I think there is a second reasons many GOP governors are putting their constituents’ lives at risk. They really do want people to die.
Sumner reported one reason why Florida Gov. Ron DeathSentence is taking the pro-virus positions that he has. And, as expected, it involves money. The biggest donor to DeSantis in 2020 was Ken Griffin. Griffin has a huge stake in Regeneron Pharmaceuticals. That company makes REGEN-COV. Which means the more people who get sick the more REGEN-COV is needed and the more money Regeneron makes.
Of course, there’s a problem. REGEN-COV needs to be administered before patients are sick enough to be hospitalized. Testing is so bad that patients don’t know REGEN-COV could help them until it is too late. Even if they knew in time there isn’t enough REGEN-COV to treat all who might be helped.
Then there is the moral problem of letting people get sick in a pandemic in hopes this drug can be administered in time to do any good.
What would help is wearing a mask, effective over the last 17 months, and getting the vaccine, effective over the last 8 months. And Gov. DeathSentence is doing all he can to make sure they aren’t used. He’s earned his new name.
This is the 224th time in the last 18 months I’ve tagged a post with “coronavirus.” This tag is now the 13th most used tag on this blog.
Denise Oliver Velez of Kos reported the John Lewis Voting Rights Advancement Act has been officially introduced in Congress. Alabama Rep. Terri Sewell did the formal introduction and did so in front of the Edmund Pettus Bridge in Selma, Alabama. This is the bridge that was the scene of Bloody Sunday, when civil rights marchers were brutally beaten on March 7, 1965. One of those beaten marchers was John Lewis.

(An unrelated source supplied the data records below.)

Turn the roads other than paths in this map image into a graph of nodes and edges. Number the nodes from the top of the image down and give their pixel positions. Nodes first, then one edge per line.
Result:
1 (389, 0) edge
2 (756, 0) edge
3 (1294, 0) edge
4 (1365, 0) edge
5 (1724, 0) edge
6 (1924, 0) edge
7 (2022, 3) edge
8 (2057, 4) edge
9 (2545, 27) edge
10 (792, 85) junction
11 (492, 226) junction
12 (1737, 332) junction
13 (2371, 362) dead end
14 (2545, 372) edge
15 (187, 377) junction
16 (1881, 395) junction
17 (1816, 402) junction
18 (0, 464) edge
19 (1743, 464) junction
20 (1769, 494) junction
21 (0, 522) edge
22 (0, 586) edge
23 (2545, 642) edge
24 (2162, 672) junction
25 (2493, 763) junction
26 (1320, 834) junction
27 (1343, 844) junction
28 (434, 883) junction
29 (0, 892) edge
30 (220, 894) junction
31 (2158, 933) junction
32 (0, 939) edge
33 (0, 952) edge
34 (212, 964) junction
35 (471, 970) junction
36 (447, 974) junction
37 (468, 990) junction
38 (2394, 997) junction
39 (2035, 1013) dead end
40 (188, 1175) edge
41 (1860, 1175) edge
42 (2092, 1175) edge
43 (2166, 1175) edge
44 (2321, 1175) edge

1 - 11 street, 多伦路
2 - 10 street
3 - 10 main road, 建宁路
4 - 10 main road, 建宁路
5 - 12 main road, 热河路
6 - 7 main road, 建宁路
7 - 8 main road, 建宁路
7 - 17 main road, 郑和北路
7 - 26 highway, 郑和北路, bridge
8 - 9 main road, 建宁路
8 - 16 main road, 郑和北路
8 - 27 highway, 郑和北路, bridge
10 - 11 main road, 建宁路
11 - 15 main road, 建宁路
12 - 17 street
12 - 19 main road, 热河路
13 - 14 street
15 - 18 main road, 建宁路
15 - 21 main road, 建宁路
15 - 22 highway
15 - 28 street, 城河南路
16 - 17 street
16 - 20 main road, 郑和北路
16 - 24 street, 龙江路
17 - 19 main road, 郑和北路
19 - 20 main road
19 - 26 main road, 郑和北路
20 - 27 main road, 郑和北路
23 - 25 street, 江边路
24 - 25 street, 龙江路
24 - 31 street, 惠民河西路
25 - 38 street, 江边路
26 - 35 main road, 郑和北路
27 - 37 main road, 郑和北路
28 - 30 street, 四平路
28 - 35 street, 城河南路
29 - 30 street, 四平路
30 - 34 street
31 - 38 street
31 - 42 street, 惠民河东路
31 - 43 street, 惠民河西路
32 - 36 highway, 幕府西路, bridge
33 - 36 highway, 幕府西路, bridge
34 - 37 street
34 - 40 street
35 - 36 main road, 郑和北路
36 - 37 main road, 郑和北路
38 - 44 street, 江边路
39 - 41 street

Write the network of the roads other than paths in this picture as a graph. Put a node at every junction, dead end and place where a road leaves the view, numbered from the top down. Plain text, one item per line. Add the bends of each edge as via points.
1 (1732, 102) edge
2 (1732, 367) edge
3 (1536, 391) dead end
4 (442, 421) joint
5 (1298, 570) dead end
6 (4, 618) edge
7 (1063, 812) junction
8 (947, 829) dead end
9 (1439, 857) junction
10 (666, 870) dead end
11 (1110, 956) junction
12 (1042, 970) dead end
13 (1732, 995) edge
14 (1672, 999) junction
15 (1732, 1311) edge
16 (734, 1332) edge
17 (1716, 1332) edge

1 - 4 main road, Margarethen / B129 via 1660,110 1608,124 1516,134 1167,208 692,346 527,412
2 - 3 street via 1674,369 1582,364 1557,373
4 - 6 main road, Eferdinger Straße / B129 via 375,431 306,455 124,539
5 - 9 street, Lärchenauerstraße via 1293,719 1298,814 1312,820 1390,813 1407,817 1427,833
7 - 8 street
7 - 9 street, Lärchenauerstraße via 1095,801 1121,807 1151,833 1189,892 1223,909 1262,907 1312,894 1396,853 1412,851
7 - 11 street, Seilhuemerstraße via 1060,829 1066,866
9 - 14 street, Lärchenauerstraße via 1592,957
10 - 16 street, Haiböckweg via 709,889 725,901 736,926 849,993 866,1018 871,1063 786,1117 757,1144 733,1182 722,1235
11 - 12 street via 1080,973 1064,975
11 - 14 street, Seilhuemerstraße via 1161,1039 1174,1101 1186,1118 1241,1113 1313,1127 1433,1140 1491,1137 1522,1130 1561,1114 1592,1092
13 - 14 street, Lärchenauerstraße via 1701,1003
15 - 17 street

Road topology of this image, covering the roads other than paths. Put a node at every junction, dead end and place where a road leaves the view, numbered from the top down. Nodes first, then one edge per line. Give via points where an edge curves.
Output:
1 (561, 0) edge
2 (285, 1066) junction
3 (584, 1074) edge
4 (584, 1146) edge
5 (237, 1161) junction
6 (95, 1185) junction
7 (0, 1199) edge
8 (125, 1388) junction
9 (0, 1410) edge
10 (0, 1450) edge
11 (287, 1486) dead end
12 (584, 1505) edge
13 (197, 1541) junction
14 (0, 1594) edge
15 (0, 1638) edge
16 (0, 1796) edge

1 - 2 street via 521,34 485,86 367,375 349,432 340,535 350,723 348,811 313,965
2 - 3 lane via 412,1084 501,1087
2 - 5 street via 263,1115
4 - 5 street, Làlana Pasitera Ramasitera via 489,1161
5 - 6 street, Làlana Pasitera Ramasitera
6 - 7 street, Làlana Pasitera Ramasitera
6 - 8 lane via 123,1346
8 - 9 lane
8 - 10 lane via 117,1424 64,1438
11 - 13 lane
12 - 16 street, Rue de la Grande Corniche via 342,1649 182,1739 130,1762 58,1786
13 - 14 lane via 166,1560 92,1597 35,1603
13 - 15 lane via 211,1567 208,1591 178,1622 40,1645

I heard a report in the last few days about carbon offsets when one takes an airplane trip. The report was on NPR program Marketplace in a report by Amanda Preacher. The report said that the price one pays for a carbon offset varies by what organization you donate to and what you ask them to do with the donation. Planting a tree is one price, subsidizing a bit of renewable energy is another. There is also little connection between the passenger’s portion of the actual amount of carbon emitted on the flight and the carbon in the offset. In addition, planting trees doesn’t really solve the problem. The goal should be to eliminate carbon emissions, not in pretending offsets mean we don’t have to.
Bodie Cabiyo, getting a PhD in trees and climate, tweeted about another problem with trees serving as a carbon offset:
Welp, one of the biggest carbon offset projects is burning. The Colville IFM project represents over 14M tons of carbon offsets, or ~6% of all credits in the CA compliance market.
IFM is Indian Forest Management, and the Colville IFM is managed by native tribes.
Alex Steffen responded:
Our carbon offset forests burning in our climate chaos megafires is so very 2021.